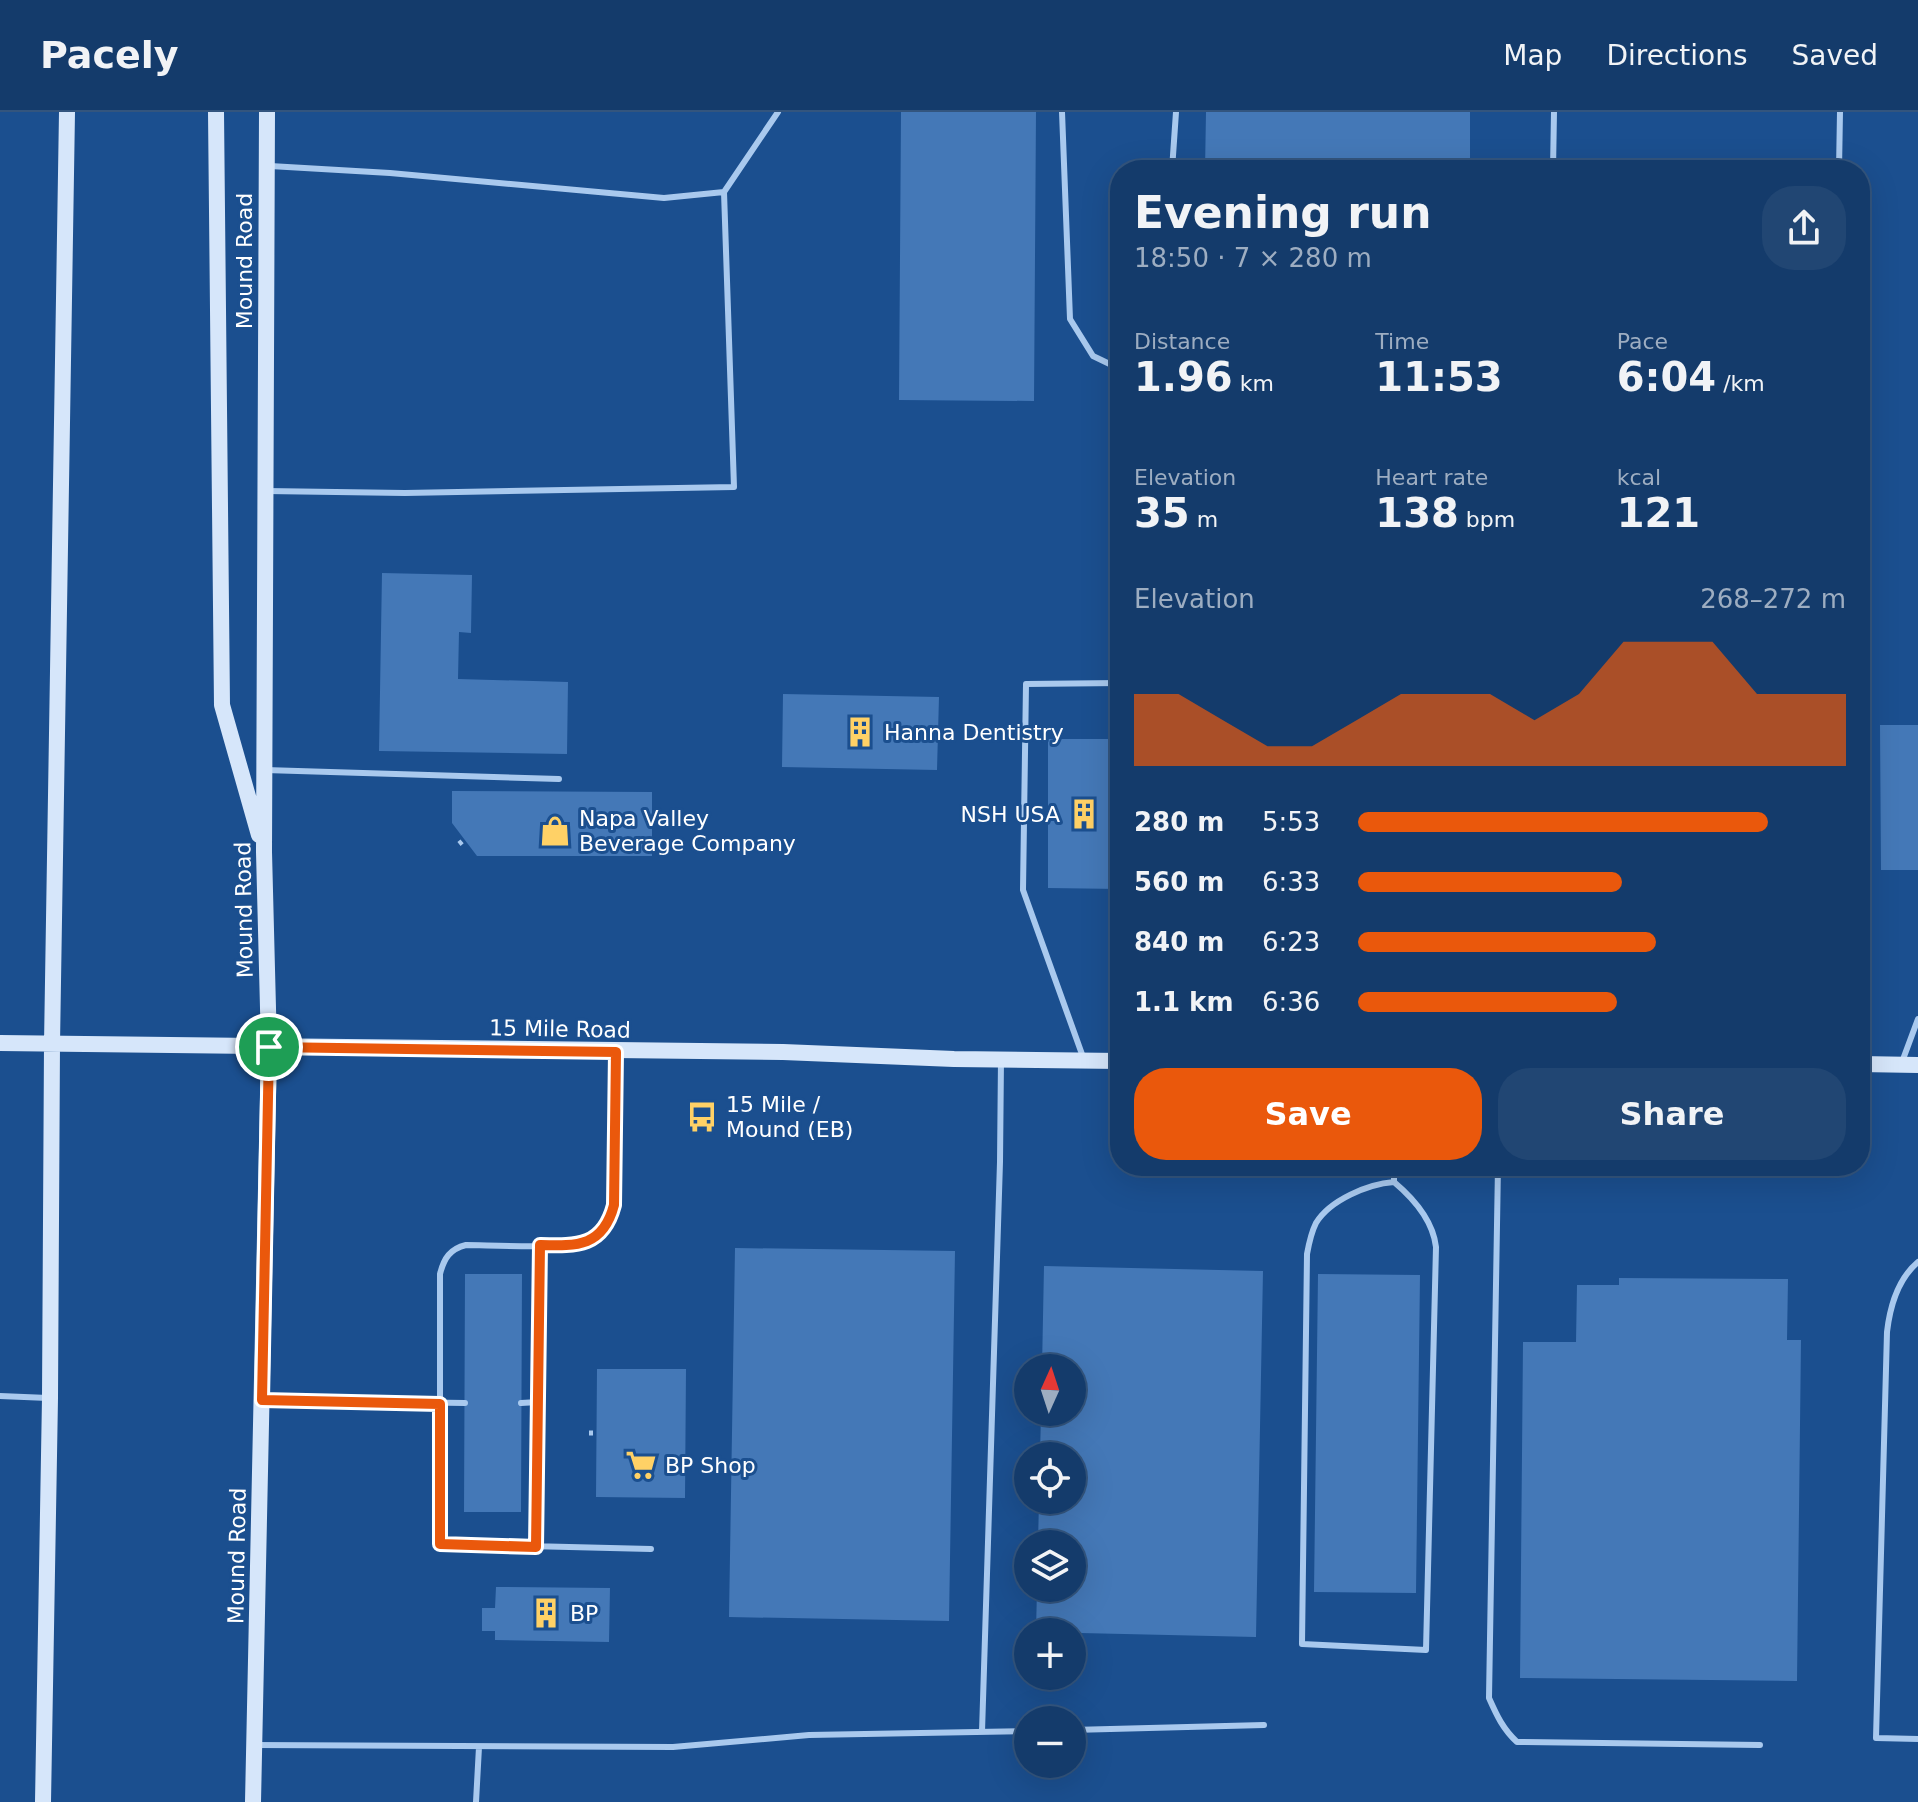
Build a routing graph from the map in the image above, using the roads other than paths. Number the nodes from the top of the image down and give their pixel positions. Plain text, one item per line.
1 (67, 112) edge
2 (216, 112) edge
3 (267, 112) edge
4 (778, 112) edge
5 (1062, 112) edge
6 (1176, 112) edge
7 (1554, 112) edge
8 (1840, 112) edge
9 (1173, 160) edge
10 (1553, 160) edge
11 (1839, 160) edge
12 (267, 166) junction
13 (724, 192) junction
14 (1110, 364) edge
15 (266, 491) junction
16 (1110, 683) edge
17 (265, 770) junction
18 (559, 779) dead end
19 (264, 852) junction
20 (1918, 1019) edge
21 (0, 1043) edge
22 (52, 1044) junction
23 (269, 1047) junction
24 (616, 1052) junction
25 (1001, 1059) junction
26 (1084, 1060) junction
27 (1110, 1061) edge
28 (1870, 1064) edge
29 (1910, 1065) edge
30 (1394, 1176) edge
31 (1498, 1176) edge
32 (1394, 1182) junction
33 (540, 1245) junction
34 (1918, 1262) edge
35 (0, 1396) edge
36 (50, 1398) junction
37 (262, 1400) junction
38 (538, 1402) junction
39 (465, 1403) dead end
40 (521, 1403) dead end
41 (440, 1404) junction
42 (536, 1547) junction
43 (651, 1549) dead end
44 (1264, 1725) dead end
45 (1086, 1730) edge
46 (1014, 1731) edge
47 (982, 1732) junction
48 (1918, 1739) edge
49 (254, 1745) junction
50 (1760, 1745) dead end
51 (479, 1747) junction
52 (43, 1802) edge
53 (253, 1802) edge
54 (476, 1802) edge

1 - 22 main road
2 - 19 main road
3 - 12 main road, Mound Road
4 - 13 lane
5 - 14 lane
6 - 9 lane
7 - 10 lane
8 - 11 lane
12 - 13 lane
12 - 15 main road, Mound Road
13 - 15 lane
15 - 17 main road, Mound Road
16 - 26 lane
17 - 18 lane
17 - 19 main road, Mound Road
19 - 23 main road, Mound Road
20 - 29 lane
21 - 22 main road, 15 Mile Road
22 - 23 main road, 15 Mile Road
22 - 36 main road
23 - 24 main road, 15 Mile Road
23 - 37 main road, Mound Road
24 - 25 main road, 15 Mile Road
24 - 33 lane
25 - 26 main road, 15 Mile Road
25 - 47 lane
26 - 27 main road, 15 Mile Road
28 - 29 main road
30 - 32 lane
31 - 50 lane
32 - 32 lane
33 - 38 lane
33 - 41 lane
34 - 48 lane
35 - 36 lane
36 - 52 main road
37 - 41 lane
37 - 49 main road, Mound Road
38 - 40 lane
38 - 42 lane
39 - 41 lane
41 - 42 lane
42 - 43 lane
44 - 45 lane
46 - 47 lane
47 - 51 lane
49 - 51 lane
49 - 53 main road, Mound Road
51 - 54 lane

^^^^^^^^

Assignment:
Reproduce everything above exactly, images excluded.

Completed task:
Build a routing graph from the map in the image above, using the roads other than paths. Number the nodes from the top of the image down and give their pixel positions. Plain text, one item per line.
1 (67, 112) edge
2 (216, 112) edge
3 (267, 112) edge
4 (778, 112) edge
5 (1062, 112) edge
6 (1176, 112) edge
7 (1554, 112) edge
8 (1840, 112) edge
9 (1173, 160) edge
10 (1553, 160) edge
11 (1839, 160) edge
12 (267, 166) junction
13 (724, 192) junction
14 (1110, 364) edge
15 (266, 491) junction
16 (1110, 683) edge
17 (265, 770) junction
18 (559, 779) dead end
19 (264, 852) junction
20 (1918, 1019) edge
21 (0, 1043) edge
22 (52, 1044) junction
23 (269, 1047) junction
24 (616, 1052) junction
25 (1001, 1059) junction
26 (1084, 1060) junction
27 (1110, 1061) edge
28 (1870, 1064) edge
29 (1910, 1065) edge
30 (1394, 1176) edge
31 (1498, 1176) edge
32 (1394, 1182) junction
33 (540, 1245) junction
34 (1918, 1262) edge
35 (0, 1396) edge
36 (50, 1398) junction
37 (262, 1400) junction
38 (538, 1402) junction
39 (465, 1403) dead end
40 (521, 1403) dead end
41 (440, 1404) junction
42 (536, 1547) junction
43 (651, 1549) dead end
44 (1264, 1725) dead end
45 (1086, 1730) edge
46 (1014, 1731) edge
47 (982, 1732) junction
48 (1918, 1739) edge
49 (254, 1745) junction
50 (1760, 1745) dead end
51 (479, 1747) junction
52 (43, 1802) edge
53 (253, 1802) edge
54 (476, 1802) edge

1 - 22 main road
2 - 19 main road
3 - 12 main road, Mound Road
4 - 13 lane
5 - 14 lane
6 - 9 lane
7 - 10 lane
8 - 11 lane
12 - 13 lane
12 - 15 main road, Mound Road
13 - 15 lane
15 - 17 main road, Mound Road
16 - 26 lane
17 - 18 lane
17 - 19 main road, Mound Road
19 - 23 main road, Mound Road
20 - 29 lane
21 - 22 main road, 15 Mile Road
22 - 23 main road, 15 Mile Road
22 - 36 main road
23 - 24 main road, 15 Mile Road
23 - 37 main road, Mound Road
24 - 25 main road, 15 Mile Road
24 - 33 lane
25 - 26 main road, 15 Mile Road
25 - 47 lane
26 - 27 main road, 15 Mile Road
28 - 29 main road
30 - 32 lane
31 - 50 lane
32 - 32 lane
33 - 38 lane
33 - 41 lane
34 - 48 lane
35 - 36 lane
36 - 52 main road
37 - 41 lane
37 - 49 main road, Mound Road
38 - 40 lane
38 - 42 lane
39 - 41 lane
41 - 42 lane
42 - 43 lane
44 - 45 lane
46 - 47 lane
47 - 51 lane
49 - 51 lane
49 - 53 main road, Mound Road
51 - 54 lane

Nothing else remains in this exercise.